El triunfo de la sublevación militar en Oviedo dio paso inmediatamente a una política de persecución de todas las personas conocidas por su militancia de izquierdas o simplemente republicana. Los sublevados tenían la convicción de que dentro de la ciudad había un peligroso enemigo dispuesto a levantarse. El coronel Aranda, en el texto que dedicó al Sitio y defensa de Oviedo, hacía constar que la actitud de una gran mayoría de la población era dudosa.
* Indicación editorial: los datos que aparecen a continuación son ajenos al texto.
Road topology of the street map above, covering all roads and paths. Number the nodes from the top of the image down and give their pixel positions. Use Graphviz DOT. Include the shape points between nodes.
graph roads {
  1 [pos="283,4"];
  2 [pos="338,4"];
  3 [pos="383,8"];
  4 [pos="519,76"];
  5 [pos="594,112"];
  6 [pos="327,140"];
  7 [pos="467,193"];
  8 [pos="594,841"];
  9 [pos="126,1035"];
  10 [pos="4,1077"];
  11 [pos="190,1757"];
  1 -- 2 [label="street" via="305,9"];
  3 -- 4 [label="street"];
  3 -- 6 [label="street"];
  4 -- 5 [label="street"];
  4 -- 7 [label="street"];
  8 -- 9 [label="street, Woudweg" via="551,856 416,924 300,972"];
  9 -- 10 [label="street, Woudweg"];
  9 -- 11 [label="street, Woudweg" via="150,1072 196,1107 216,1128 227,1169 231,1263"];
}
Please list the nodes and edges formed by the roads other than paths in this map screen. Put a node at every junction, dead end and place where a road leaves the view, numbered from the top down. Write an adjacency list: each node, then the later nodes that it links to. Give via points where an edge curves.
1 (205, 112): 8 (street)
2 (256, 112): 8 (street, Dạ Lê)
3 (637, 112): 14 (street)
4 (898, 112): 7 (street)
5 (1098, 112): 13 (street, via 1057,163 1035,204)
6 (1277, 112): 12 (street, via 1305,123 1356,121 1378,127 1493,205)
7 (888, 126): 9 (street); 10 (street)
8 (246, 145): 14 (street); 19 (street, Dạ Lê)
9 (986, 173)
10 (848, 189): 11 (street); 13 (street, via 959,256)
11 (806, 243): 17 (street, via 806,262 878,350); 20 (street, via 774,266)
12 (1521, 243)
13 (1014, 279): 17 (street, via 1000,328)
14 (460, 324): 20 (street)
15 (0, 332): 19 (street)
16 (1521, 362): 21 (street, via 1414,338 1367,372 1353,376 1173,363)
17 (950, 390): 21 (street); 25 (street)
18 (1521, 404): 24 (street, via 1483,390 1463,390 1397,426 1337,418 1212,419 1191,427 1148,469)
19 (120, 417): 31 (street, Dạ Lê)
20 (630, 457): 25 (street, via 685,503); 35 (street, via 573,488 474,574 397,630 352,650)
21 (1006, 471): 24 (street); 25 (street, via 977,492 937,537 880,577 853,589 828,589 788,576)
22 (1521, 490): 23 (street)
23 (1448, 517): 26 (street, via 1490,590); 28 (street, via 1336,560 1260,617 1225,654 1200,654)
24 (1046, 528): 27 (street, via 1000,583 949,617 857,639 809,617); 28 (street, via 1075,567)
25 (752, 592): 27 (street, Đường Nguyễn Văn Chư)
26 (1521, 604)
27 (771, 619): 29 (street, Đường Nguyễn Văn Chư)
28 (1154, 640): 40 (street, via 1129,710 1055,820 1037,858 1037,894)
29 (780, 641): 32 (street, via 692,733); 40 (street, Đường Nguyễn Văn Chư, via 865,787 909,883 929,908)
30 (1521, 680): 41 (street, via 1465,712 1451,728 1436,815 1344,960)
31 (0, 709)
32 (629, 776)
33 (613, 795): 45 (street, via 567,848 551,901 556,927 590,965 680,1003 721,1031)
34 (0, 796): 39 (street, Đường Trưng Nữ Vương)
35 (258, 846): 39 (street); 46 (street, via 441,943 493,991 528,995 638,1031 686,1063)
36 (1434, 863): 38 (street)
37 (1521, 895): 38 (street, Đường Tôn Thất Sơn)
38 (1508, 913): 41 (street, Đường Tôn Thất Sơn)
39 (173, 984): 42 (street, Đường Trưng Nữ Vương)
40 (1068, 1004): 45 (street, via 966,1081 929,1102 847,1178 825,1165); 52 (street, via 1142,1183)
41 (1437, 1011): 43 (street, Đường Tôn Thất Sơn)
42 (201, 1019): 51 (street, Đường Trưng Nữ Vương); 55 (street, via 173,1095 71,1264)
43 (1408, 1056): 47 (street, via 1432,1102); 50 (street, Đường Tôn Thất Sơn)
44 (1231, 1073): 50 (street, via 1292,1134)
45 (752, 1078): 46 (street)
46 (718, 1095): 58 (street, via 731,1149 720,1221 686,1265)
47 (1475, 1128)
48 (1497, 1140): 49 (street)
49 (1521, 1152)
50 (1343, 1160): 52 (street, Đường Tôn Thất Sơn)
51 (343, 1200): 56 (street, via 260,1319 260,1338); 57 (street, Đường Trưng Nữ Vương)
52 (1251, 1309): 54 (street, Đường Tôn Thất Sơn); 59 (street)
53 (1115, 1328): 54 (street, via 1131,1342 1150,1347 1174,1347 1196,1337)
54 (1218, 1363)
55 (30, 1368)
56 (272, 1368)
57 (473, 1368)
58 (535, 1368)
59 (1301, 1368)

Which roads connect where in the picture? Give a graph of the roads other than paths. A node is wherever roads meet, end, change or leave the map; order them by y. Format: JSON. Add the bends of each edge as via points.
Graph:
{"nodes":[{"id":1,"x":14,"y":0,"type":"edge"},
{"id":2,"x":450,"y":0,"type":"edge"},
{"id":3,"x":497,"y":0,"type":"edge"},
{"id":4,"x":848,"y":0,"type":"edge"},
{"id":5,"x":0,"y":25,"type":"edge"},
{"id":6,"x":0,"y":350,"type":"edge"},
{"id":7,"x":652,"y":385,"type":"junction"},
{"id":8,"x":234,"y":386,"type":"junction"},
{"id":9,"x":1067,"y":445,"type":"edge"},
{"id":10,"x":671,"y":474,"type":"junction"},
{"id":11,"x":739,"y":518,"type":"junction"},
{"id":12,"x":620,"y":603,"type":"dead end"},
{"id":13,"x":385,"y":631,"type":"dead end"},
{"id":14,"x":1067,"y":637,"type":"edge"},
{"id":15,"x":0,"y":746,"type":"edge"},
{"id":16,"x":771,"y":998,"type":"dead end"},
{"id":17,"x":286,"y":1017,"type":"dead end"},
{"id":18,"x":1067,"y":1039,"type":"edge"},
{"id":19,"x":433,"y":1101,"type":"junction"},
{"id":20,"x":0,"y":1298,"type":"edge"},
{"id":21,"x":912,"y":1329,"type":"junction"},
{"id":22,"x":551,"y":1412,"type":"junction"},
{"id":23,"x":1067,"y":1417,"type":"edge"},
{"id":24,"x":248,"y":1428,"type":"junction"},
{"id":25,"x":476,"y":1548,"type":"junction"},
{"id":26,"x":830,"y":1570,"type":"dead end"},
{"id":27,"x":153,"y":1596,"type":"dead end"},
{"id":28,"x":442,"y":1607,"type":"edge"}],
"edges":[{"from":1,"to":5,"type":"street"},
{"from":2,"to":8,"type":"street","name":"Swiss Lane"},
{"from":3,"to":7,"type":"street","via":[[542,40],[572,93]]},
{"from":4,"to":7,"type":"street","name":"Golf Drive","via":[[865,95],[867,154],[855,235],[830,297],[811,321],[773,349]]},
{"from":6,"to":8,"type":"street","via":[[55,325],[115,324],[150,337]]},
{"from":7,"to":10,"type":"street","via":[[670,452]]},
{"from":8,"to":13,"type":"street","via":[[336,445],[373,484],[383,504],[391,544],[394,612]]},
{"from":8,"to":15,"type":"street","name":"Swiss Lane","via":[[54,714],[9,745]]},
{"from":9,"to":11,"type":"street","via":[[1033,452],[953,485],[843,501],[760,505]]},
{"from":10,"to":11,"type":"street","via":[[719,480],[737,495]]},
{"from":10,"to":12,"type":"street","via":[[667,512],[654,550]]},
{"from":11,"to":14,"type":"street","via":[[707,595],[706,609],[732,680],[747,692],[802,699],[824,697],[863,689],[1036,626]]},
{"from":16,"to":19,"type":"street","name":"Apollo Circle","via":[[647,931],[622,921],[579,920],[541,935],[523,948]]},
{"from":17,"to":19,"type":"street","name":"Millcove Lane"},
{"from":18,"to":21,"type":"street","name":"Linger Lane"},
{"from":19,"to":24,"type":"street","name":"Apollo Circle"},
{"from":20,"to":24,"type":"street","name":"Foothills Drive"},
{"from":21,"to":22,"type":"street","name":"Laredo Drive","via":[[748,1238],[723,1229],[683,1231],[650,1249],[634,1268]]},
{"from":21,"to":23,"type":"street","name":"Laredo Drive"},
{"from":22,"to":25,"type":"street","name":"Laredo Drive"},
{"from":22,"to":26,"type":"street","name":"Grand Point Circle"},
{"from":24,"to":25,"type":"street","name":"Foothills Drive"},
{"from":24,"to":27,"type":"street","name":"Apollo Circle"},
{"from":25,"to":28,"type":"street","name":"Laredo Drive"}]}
En una entrevista recogida en su biografía, redactada por Luis de Armiñán y publicada en 1937, afirmaba que «de la población civil, la mitad eran rojos o simpatizantes y tres o cuatro mil estaban dispuestos a sublevarse en cuanto se presentara la ocasión». Había, sin duda, una numerosa población de izquierdas, sobre todo en barrios como La Argañosa o San Lázaro, que deseaba, el triunfo de sus compañeros que sitiaban la ciudad, pero en ningún momento se manifestó entre ellos una postura de beligerancia abierta contra las fuerzas de Aranda, ni resistencia armada.

Durante los tres meses que duró el cerco de Oviedo, hasta la entrada de las tropas gallegas, no se celebraron Consejos de Guerra ni se produjeron fusilamientos en cumplimiento de sentencias de muerte. Sin embargo, diversos testigos huidos de Oviedo relataron ante el Tribunal Popular de Gijón la comisión de varios asesinatos en la capital y señalaban el Campo San Francisco como el lugar de ejecución de algunos crímenes en los primeros meses del cerco. No obstante, parece que los llamados «paseos» no debieron de ser muy numerosos antes de la ruptura del cerco, temerosos quizás los sitiados ante el incierto futuro.

El último gran acto público celebrado fue el cambio de bandera. Respondiendo a un decreto de la Junta de Defensa de Burgos, que decía: «Artículo único: se restablece la bandera bicolor roja y gualda como bandera de España», el día 31 de agosto se celebró el izamiento de la antigua bandera monárquica. El coronel Aranda difundió una proclama sobre el cambio de bandera en la que se traslucía lo confuso de las aspiraciones políticas que animaban a los sublevados. La desvinculaba de su significado monárquico y le daba un valor exclusivamente de representación nacional, recordando que ya la habían establecido las Cortes de Cádiz, y la había defendido el mismo Riego. El 6 de septiembre se celebró, todavía, un acto de homenaje a los residentes extranjeros en Oviedo, que no habían querido salir de la ciudad y embarcarse en Gijón. En medio de un bombardeo de la aviación, el acto se realizó en la cafetería que había en los bajos del cine Santa Cruz. Dos días después, el 8 de septiembre, festividad de la Virgen de Covadonga, estaba previsto un acto de homenaje a la bandera. El ataque desde San Esteban de las Cruces y Naranco impidió su celebración. A partir de entonces, la vida ciudadana desapareció.

Hasta la ruptura del cerco en octubre, todo aspecto de vida normal desapareció de las calles de Oviedo. Únicamente las colas imprescindibles para suministrarse de alimentos y agua rompían el triste aspecto ciudadano. La multitud de casas derruidas y las ventanas y huecos de las casas cubiertos de tablones, a modo de parapeto, habían infundido a Oviedo un aire totalmente distinto al de las primeras semanas. Todos los no combatientes se sumergieron en la oscuridad de los sótanos. Al final, cuando el cinturón defensivo se iba desmoronando, hubo un repliegue hacia las casas del interior, abandonando las más próximas a la línea de combate. Al contrario, entre los sectores de izquierdas de la población hubo un éxodo hacia las afueras de la ciudad, para conseguir pasarse al lado de los atacantes. La mujer de Graciano Antuña fue una de las personas que consiguió salir durante los ataques de octubre. También la de Carlos Vega, embarazada, que dio a luz a comienzos de 1937, en las mismas fechas en las que su marido era fusilado en Oviedo. El recién nacido, Carlos Vega, nunca conoció a su padre.